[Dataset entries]
- - - - - - -

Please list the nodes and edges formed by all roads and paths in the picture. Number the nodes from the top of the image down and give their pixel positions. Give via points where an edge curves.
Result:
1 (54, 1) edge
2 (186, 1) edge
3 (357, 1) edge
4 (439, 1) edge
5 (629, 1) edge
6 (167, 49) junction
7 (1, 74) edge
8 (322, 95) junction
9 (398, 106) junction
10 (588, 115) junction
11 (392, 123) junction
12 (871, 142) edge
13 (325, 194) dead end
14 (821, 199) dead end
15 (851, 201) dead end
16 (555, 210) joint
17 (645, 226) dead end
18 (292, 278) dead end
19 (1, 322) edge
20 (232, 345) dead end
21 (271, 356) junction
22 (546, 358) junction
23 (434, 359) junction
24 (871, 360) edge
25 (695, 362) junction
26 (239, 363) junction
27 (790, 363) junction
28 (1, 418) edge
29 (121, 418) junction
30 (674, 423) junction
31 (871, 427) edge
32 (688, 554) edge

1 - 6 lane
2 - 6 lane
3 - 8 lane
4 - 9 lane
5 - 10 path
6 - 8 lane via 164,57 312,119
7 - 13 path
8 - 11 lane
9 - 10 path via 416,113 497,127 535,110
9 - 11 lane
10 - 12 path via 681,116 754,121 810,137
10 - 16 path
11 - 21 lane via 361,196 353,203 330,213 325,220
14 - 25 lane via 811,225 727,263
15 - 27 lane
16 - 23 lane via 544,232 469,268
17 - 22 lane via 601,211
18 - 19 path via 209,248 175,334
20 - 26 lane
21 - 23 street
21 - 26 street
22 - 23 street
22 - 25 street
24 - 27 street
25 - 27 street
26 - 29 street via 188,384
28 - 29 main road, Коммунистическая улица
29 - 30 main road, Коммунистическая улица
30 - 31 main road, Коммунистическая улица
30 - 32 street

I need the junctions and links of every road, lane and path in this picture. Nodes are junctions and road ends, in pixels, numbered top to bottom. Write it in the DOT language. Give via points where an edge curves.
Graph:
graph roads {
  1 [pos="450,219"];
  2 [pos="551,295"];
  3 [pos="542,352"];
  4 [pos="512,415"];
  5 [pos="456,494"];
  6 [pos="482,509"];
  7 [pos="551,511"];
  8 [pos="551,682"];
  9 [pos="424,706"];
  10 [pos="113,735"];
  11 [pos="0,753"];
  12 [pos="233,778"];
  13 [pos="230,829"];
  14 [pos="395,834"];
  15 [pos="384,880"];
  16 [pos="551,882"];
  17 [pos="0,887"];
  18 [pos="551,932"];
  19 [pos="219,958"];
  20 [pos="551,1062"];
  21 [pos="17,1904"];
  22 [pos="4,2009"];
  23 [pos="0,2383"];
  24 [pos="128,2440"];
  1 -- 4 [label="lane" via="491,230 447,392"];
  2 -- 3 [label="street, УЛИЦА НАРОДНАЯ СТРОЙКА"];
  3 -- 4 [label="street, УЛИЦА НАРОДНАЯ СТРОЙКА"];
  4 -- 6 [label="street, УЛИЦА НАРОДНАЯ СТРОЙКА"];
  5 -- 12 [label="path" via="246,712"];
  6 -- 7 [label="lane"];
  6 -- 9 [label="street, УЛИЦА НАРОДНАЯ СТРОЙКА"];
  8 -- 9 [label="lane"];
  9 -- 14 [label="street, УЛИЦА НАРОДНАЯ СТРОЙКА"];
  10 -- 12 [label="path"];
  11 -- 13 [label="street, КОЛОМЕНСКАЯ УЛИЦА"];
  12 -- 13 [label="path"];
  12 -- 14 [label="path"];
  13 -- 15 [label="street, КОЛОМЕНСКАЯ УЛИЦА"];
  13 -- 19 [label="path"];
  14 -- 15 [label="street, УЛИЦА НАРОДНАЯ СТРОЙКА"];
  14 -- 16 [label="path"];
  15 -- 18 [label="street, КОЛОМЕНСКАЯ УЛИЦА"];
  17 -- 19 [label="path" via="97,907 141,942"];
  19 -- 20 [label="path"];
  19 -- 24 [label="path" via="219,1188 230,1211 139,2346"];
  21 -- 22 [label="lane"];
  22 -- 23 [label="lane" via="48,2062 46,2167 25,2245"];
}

- - - - - - -

Restate the data word for word. Begin at its first line, end at the line that contains "I need the junctions", and include both.

EXERCISE RESPONSE:
Please list the nodes and edges formed by all roads and paths in the picture. Number the nodes from the top of the image down and give their pixel positions. Give via points where an edge curves.
Result:
1 (54, 1) edge
2 (186, 1) edge
3 (357, 1) edge
4 (439, 1) edge
5 (629, 1) edge
6 (167, 49) junction
7 (1, 74) edge
8 (322, 95) junction
9 (398, 106) junction
10 (588, 115) junction
11 (392, 123) junction
12 (871, 142) edge
13 (325, 194) dead end
14 (821, 199) dead end
15 (851, 201) dead end
16 (555, 210) joint
17 (645, 226) dead end
18 (292, 278) dead end
19 (1, 322) edge
20 (232, 345) dead end
21 (271, 356) junction
22 (546, 358) junction
23 (434, 359) junction
24 (871, 360) edge
25 (695, 362) junction
26 (239, 363) junction
27 (790, 363) junction
28 (1, 418) edge
29 (121, 418) junction
30 (674, 423) junction
31 (871, 427) edge
32 (688, 554) edge

1 - 6 lane
2 - 6 lane
3 - 8 lane
4 - 9 lane
5 - 10 path
6 - 8 lane via 164,57 312,119
7 - 13 path
8 - 11 lane
9 - 10 path via 416,113 497,127 535,110
9 - 11 lane
10 - 12 path via 681,116 754,121 810,137
10 - 16 path
11 - 21 lane via 361,196 353,203 330,213 325,220
14 - 25 lane via 811,225 727,263
15 - 27 lane
16 - 23 lane via 544,232 469,268
17 - 22 lane via 601,211
18 - 19 path via 209,248 175,334
20 - 26 lane
21 - 23 street
21 - 26 street
22 - 23 street
22 - 25 street
24 - 27 street
25 - 27 street
26 - 29 street via 188,384
28 - 29 main road, Коммунистическая улица
29 - 30 main road, Коммунистическая улица
30 - 31 main road, Коммунистическая улица
30 - 32 street

I need the junctions and links of every road, lane and path in this picture. Nodes are junctions and road ends, in pixels, numbered top to bottom. Write it in the DOT language. Give via points where an edge curves.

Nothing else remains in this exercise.